____ INPUT DATA

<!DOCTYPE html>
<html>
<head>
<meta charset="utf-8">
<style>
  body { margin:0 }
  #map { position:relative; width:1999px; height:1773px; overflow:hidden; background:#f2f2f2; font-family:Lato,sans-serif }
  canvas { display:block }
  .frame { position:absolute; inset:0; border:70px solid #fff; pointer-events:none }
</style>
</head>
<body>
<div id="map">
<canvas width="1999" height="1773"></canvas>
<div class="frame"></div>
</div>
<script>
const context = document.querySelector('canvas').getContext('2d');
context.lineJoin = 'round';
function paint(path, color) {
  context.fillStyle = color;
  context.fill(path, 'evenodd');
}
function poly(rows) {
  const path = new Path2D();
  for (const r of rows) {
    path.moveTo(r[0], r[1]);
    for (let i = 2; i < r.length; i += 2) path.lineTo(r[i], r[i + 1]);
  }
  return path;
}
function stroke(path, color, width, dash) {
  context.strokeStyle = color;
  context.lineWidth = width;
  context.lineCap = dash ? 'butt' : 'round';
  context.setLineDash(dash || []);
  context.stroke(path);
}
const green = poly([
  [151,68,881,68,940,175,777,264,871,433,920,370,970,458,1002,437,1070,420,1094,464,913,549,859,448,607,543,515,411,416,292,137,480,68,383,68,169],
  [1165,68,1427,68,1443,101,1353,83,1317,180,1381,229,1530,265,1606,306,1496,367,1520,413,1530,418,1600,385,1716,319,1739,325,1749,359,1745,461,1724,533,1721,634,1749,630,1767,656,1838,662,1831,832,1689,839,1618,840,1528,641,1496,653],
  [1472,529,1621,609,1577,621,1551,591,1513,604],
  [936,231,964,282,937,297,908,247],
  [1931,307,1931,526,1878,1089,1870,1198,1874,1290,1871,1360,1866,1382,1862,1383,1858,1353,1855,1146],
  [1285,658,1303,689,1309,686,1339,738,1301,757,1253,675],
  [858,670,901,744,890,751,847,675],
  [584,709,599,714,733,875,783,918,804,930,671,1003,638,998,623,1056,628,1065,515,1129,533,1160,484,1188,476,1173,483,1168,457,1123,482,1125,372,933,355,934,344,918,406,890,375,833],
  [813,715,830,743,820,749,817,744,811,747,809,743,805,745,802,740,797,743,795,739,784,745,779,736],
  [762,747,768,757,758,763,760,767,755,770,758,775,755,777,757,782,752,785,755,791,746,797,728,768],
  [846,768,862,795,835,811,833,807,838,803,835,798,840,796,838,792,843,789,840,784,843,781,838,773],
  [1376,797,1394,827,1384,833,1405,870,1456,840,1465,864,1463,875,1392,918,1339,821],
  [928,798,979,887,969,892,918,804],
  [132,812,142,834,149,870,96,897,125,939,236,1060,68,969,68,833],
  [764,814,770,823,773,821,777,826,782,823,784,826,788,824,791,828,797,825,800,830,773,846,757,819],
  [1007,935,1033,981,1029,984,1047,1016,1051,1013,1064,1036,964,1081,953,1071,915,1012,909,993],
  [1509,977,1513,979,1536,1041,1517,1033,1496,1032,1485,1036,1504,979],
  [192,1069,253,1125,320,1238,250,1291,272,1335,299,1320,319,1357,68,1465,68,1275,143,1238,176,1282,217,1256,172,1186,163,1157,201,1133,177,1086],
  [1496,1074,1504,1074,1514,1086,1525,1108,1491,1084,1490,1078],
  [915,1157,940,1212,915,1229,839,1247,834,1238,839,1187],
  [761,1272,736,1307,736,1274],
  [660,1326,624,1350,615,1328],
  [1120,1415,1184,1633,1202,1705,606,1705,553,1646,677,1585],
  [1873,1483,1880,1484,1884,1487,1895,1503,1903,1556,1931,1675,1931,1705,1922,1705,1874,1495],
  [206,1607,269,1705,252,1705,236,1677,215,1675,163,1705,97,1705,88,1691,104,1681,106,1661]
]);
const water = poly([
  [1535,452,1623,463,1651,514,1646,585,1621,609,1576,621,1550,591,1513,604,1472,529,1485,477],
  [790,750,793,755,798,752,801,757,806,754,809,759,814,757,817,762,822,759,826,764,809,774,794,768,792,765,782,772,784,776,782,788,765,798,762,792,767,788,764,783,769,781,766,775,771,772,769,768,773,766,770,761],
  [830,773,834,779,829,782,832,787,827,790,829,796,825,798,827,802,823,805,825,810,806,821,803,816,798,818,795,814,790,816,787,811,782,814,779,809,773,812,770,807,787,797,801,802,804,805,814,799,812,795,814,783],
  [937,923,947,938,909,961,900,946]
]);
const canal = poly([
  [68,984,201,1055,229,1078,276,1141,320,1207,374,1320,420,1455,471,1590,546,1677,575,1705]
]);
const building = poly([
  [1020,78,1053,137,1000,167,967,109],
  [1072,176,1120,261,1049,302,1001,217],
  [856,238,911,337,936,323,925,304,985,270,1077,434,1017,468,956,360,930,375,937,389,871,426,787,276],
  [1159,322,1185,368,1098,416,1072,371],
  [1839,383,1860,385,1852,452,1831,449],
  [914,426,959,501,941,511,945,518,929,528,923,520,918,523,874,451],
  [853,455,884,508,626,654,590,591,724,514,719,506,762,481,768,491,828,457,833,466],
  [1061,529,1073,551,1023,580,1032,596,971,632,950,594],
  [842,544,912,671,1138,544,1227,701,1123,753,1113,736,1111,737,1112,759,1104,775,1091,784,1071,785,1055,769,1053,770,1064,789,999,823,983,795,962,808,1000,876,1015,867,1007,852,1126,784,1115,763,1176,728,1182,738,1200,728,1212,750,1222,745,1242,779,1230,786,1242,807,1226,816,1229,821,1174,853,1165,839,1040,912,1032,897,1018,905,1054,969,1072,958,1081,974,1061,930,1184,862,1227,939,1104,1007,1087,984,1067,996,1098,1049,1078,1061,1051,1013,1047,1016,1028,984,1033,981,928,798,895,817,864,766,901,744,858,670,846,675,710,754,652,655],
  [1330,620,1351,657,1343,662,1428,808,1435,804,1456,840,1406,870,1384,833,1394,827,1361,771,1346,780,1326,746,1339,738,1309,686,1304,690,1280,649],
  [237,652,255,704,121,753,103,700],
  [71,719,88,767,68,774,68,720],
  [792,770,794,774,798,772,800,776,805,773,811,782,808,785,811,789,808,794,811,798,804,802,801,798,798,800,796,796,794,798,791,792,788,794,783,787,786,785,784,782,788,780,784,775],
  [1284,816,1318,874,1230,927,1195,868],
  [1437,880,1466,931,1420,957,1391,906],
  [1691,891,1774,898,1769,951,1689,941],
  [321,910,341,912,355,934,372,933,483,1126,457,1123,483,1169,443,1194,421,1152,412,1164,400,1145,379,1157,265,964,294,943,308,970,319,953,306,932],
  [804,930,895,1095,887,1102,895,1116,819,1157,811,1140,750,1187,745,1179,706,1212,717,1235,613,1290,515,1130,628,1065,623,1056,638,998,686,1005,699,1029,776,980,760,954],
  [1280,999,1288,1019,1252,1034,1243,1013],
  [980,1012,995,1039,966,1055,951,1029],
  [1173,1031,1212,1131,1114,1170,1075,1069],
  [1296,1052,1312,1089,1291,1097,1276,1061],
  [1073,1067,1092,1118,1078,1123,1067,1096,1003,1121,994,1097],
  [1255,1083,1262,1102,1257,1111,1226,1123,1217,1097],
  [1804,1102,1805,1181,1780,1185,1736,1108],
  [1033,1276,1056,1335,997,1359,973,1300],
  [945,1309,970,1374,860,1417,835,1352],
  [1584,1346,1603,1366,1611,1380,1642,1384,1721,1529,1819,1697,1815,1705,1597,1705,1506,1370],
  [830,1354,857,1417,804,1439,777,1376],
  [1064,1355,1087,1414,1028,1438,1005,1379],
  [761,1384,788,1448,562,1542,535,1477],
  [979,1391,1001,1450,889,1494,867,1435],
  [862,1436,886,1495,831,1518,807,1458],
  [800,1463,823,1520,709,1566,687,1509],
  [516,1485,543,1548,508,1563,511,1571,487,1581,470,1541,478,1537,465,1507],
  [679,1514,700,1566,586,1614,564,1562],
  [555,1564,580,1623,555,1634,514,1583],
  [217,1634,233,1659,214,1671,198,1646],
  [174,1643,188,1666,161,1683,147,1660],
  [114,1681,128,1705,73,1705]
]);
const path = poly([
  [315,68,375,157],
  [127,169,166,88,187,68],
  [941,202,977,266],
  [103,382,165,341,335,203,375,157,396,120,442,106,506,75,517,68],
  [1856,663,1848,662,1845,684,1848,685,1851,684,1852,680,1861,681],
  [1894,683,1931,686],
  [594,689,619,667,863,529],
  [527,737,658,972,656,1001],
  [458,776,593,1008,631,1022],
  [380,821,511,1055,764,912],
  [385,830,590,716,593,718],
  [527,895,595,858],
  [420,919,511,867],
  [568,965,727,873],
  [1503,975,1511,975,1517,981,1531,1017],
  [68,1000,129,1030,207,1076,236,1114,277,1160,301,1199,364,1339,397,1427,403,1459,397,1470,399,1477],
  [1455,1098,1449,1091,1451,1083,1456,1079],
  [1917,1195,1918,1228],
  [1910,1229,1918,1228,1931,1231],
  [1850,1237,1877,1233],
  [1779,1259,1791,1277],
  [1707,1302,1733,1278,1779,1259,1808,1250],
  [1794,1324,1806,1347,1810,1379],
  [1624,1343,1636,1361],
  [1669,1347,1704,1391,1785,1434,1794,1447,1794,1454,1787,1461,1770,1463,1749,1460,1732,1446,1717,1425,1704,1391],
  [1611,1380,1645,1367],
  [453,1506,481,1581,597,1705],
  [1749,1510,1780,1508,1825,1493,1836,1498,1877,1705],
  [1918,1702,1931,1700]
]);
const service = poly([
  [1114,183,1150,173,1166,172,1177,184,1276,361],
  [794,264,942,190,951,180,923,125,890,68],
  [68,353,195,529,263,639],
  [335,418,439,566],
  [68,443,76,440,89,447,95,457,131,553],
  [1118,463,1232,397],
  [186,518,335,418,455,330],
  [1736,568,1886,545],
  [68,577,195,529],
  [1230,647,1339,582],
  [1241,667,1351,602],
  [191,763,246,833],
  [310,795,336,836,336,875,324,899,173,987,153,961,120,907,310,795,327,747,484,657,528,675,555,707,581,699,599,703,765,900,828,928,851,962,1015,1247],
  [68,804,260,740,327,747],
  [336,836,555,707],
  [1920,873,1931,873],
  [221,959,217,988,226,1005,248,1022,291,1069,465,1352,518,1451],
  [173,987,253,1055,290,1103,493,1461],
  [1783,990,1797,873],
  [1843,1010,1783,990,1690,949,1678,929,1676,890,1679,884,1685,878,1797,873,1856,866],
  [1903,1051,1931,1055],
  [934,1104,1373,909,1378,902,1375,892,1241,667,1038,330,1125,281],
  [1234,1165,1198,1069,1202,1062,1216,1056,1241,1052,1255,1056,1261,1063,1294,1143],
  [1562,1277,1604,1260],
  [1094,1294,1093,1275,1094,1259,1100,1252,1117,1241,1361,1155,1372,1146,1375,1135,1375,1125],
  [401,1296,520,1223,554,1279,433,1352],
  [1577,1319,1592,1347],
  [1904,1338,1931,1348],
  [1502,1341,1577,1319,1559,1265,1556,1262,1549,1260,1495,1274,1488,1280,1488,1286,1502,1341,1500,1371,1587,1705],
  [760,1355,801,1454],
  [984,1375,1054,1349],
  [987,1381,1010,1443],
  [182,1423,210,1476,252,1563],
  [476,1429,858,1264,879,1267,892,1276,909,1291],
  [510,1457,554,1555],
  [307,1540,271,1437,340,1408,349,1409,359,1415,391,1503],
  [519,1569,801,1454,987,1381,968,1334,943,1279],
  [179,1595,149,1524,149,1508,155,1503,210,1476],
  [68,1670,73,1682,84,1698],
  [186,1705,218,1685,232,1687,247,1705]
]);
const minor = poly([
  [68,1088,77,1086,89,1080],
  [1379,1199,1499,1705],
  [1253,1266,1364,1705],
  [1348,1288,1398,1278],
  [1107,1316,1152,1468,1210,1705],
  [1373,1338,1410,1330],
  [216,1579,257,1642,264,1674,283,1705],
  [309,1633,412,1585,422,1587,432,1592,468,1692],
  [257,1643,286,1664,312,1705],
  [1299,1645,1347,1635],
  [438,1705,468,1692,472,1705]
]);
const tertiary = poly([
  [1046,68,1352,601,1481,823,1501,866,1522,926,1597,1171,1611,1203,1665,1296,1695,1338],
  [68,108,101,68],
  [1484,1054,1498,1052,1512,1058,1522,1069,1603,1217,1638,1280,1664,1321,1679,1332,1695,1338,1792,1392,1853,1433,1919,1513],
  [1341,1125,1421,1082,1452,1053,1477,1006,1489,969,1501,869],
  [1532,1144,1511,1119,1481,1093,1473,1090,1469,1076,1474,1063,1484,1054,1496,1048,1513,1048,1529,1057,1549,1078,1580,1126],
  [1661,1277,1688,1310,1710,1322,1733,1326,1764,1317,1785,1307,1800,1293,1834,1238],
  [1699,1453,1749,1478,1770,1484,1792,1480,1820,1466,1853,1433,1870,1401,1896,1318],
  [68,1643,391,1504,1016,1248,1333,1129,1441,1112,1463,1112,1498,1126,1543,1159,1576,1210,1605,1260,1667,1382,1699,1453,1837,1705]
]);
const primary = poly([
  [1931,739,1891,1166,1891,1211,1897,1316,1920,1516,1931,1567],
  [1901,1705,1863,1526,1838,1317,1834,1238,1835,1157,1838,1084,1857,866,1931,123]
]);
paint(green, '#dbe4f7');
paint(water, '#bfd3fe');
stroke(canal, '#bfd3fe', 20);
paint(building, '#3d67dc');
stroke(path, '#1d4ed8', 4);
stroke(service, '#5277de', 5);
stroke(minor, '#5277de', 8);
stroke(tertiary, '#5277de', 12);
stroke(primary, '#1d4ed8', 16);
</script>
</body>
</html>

________

WORK TO COMPLETE: Where does the string "function" occur in the listing above? Return every line that contains it.

RESULT:
function paint(path, color) {
function poly(rows) {
function stroke(path, color, width, dash) {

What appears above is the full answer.